Ada satu pertanyaan setiap saya mendengar atau membaca naskah proklamasi: bagaimana sih pelaksanaan pemindahan kekuasaan dengan tjara seksama dan dalam tempo jang sesingkat-singkatnja?
Jujur, saya tidak tahu. Sampai akhirnya saya menemukan sebuah buku lawas di rak buku almarhum ayah mertua saya. Buku itu berjudul Bunga Rampai Dari Sejarah. Karya Mohamad Roem. Diterbitkan oleh Bulan Bintang, tahun 1972.

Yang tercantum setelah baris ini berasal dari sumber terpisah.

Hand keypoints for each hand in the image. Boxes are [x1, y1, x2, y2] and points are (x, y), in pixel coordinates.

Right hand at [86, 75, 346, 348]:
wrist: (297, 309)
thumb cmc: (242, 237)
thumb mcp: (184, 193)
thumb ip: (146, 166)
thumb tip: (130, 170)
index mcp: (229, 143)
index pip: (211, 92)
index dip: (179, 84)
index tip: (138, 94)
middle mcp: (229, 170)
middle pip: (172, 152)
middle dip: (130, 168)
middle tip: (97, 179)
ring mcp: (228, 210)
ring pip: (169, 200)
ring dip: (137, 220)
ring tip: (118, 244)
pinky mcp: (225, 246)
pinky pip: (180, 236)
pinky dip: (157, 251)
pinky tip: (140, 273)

Buku tersebut terdiri dari dua bahagian. Masing-masing bahagian terdiri dari 15 artikel. Nah, pada bahagian pertama, terdapat artikel berjudul Bulan Pertama Republik Indonesia (hal. 57). Di situlah saya menemukan jawaban bagaimana persisnya pelaksanaan pemindahan kekuasaan dengan cara seksama dan dalam tempo yang sesingkat-singkatnya, sebagaimana termaktub dalam naskah Proklamasi Kemerdekaan.
Sebelum menjelaskan, Roem kembali mengingatkan kepada pembacanya bahwa kemerdekaan RI bukanlah hasil kongkalikong dengan Jepang. Bukan hadiah dari negeri sakura. Melainkan rahmat Tuhan Yang Maha Kuasa.

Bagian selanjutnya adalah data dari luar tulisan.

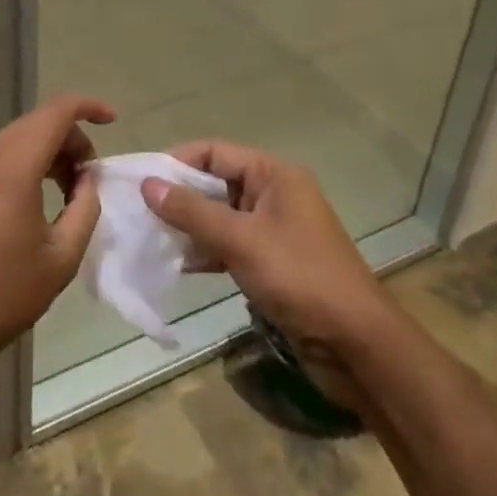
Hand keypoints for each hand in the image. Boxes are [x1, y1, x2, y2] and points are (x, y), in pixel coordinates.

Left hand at [0, 94, 110, 383]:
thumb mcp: (59, 260)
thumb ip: (84, 209)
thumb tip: (87, 180)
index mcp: (13, 167)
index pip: (57, 112)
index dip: (89, 107)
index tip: (113, 121)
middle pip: (37, 122)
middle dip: (71, 138)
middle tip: (90, 177)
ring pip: (18, 138)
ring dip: (49, 151)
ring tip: (69, 192)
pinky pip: (0, 157)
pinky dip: (27, 163)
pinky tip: (37, 200)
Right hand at [143, 140, 387, 379]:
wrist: (356, 344)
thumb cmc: (299, 277)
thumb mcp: (241, 240)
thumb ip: (192, 211)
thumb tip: (148, 184)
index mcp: (274, 175)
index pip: (215, 152)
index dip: (178, 162)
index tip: (143, 180)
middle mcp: (274, 194)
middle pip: (217, 182)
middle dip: (180, 196)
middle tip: (140, 211)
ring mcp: (274, 229)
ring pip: (221, 216)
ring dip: (190, 226)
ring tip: (152, 238)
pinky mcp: (273, 262)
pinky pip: (231, 244)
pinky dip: (207, 251)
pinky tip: (179, 264)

Kuasa Tuhan itu diawali dengan terciptanya sebuah momentum. Yaitu, kesalahan prediksi sekutu terhadap menyerahnya Jepang. Semula, sekutu memperkirakan Jepang baru akan menyerah pada Nopember 1945. Ternyata, Jepang menyerah empat bulan lebih cepat, yaitu Agustus 1945.
Jepang kalah. Kalah yang terlalu cepat. Kalah ketika sekutu belum terlalu siap bergerak lebih lanjut. Situasi yang memaksa sekutu harus mengubah rencana. Semula, sesuai kesepakatan sekutu dalam perang Asia, seluruh wilayah Indonesia (kecuali Sumatera) akan diduduki oleh tentara Amerika. Namun, konferensi Postdam memutuskan Inggris lah yang akan menduduki seluruh wilayah RI itu (termasuk Sumatera), sebelum kemudian diserahkan kembali kepada Belanda.
Bagi Inggris, itu bukan tugas yang ringan. Butuh banyak tenaga, waktu dan biaya. Dan, Inggris tidak siap-siap amat.
Situasi tersebut terpantau dengan baik oleh para pemuda Indonesia. Oleh karena itu, mereka memaksa Soekarno-Hatta untuk segera menyatakan kemerdekaan. Bahkan, saking tidak sabarnya, mereka sampai menculik kedua pemimpin bangsa tersebut.
Puji Syukur, akhirnya kemerdekaan RI benar-benar diproklamasikan pada 17 Agustus 1945. Hari Jumat di bulan Ramadhan, kala itu.
Setelah proklamasi dibacakan, para pemimpin dan pemuda bangsa segera bertindak cepat demi menuntaskan amanat proklamasi. Yaitu pemindahan kekuasaan dengan tjara seksama dan dalam tempo jang sesingkat-singkatnja.
Satu hari setelah proklamasi dibacakan, para tokoh bangsa yang merupakan bekas anggota Panitia Persiapan Kemerdekaan Indonesia dan beberapa eksponen pemuda seperti Chaerul Saleh, Sukarni dan Wikana segera berkumpul. Hari itu juga, badan yang belum memiliki nama itu berhasil menyepakati dan mengesahkan UUD serta mengangkat Soekarno dan Hatta sebagai Presiden dan Wakil Presiden. Pada hari berikutnya, badan tersebut barulah secara resmi diberi nama Komite Nasional Pusat.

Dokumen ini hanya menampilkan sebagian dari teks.